(Record extracts begins)

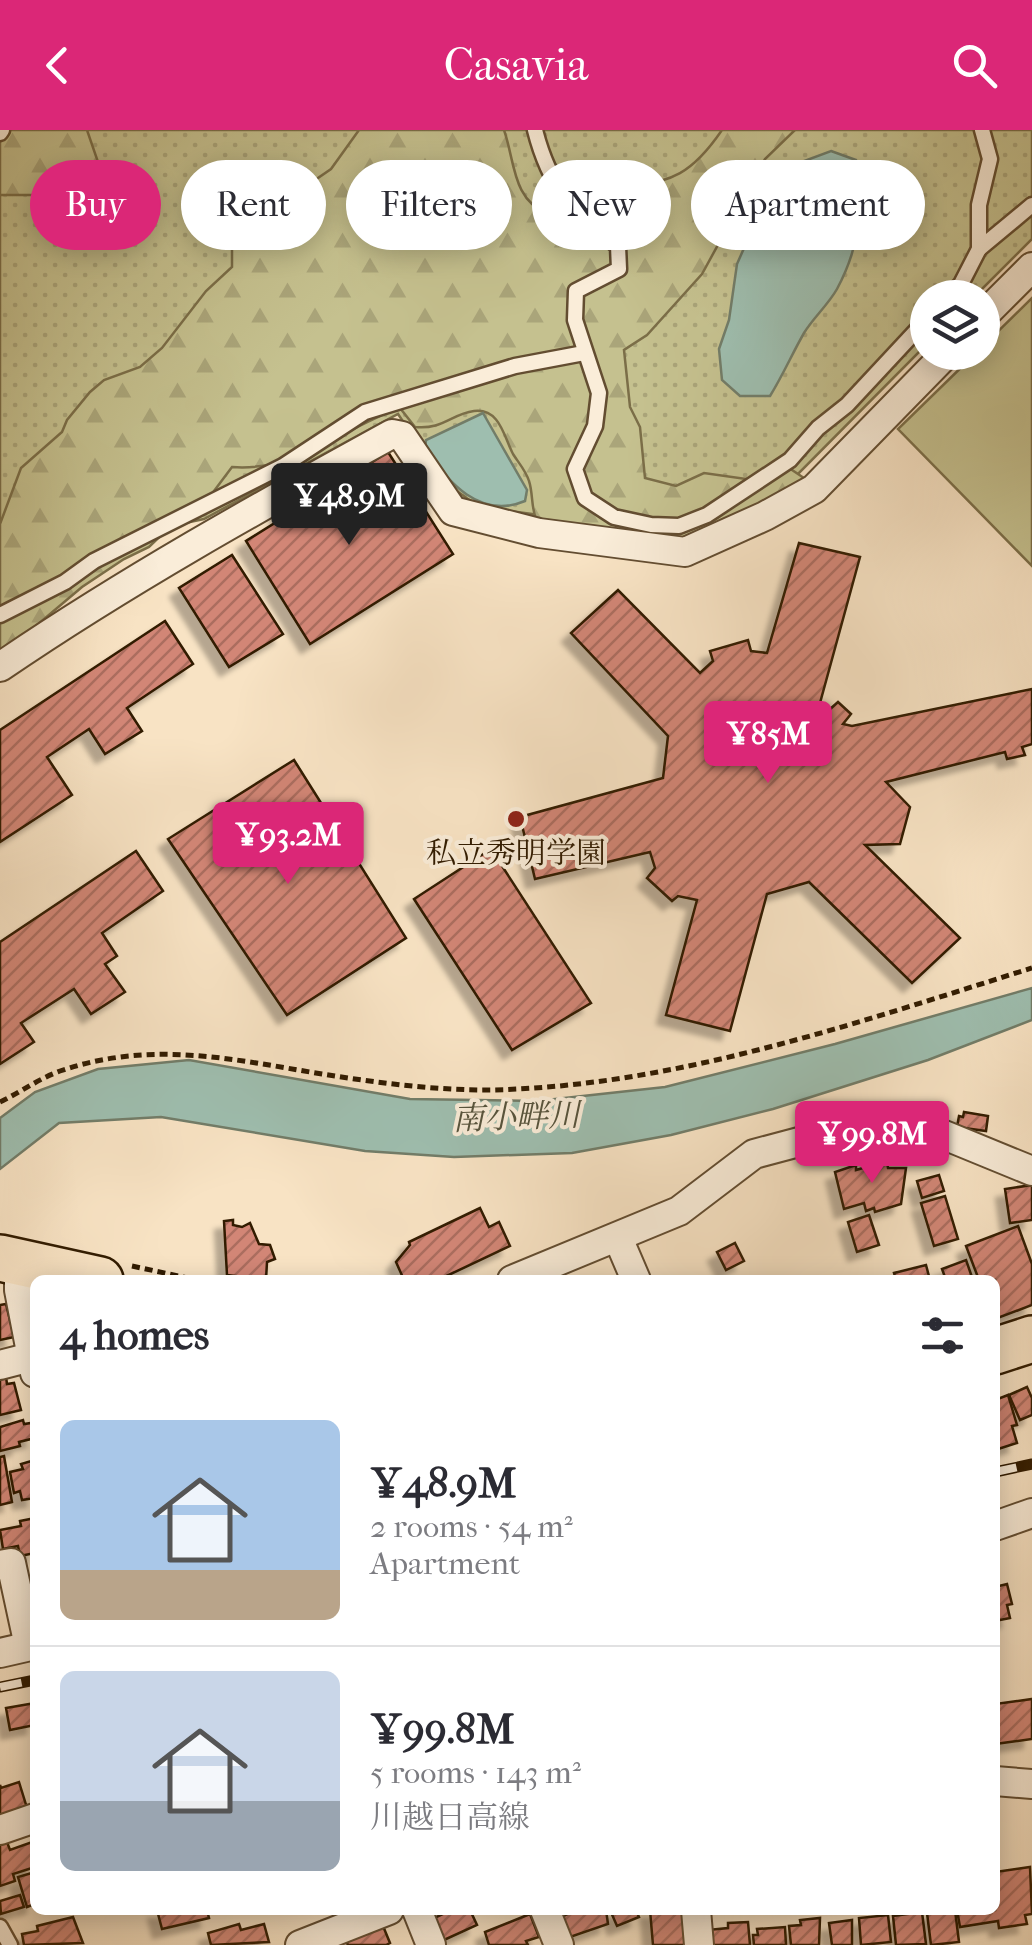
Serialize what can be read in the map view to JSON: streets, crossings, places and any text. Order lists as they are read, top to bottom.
{
  "water": ["南小畔川"],
  "places": ["私立秀明学園"],
  "page": {
    "header": "Casavia",
    "chip": [
      "Buy",
      "Rent",
      "Filters",
      "New",
      "Apartment"
    ],
    "price": [
      "¥48.9M",
      "¥85M",
      "¥93.2M",
      "¥99.8M"
    ],
    "heading": "4 homes",
    "list": [
      {
        "name": "¥48.9M",
        "note": "2 rooms · 54 m² · Apartment"
      },
      {
        "name": "¥99.8M",
        "note": "5 rooms · 143 m² · 川越日高線"
      }
    ]
  }
}
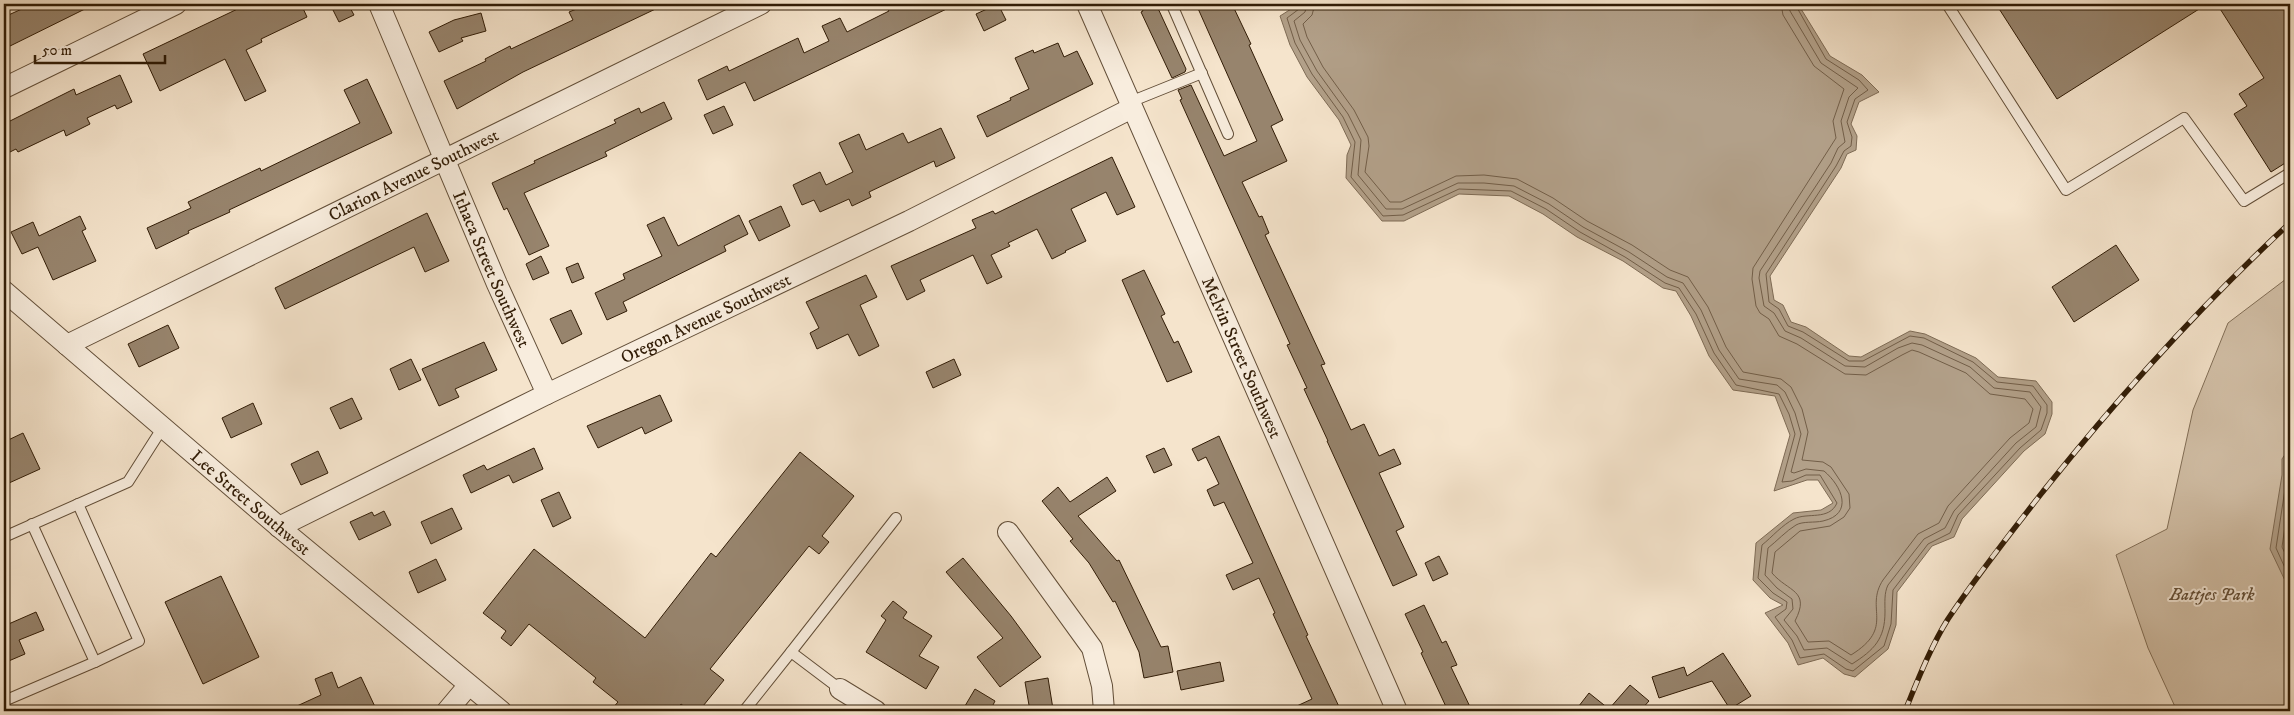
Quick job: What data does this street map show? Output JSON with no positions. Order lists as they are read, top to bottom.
{
  "streets": {
    "street": [
      "Clarion Avenue Southwest",
      "Ithaca Street Southwest",
      "Oregon Avenue Southwest",
      "Melvin Street Southwest",
      "Lee Street Southwest"
    ]
  },
  "crossings": [
    ["Clarion Avenue Southwest", "Ithaca Street Southwest"],
    ["Clarion Avenue Southwest", "Lee Street Southwest"],
    ["Ithaca Street Southwest", "Oregon Avenue Southwest"],
    ["Oregon Avenue Southwest", "Melvin Street Southwest"],
    ["Oregon Avenue Southwest", "Lee Street Southwest"]
  ],
  "parks": ["Battjes Park"],
  "scale_bar": "50 m"
}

(Record extracts ends)

### Problem requirements:
When you return the listing, keep each line exact and leave the pictures out.

### Exercise solution:
Serialize what can be read in the map view to JSON: streets, crossings, places and any text. Order lists as they are read, top to bottom.
{
  "water": ["南小畔川"],
  "places": ["私立秀明学園"],
  "page": {
    "header": "Casavia",
    "chip": [
      "Buy",
      "Rent",
      "Filters",
      "New",
      "Apartment"
    ],
    "price": [
      "¥48.9M",
      "¥85M",
      "¥93.2M",
      "¥99.8M"
    ],
    "heading": "4 homes",
    "list": [
      {
        "name": "¥48.9M",
        "note": "2 rooms · 54 m² · Apartment"
      },
      {
        "name": "¥99.8M",
        "note": "5 rooms · 143 m² · 川越日高線"
      }
    ]
  }
}
Quick job: What data does this street map show? Output JSON with no positions. Order lists as they are read, top to bottom.
{
  "streets": {
    "street": [
      "Clarion Avenue Southwest",
      "Ithaca Street Southwest",
      "Oregon Avenue Southwest",
      "Melvin Street Southwest",
      "Lee Street Southwest"
    ]
  },
  "crossings": [
    ["Clarion Avenue Southwest", "Ithaca Street Southwest"],
    ["Clarion Avenue Southwest", "Lee Street Southwest"],
    ["Ithaca Street Southwest", "Oregon Avenue Southwest"],
    ["Oregon Avenue Southwest", "Melvin Street Southwest"],
    ["Oregon Avenue Southwest", "Lee Street Southwest"]
  ],
  "parks": ["Battjes Park"],
  "scale_bar": "50 m"
}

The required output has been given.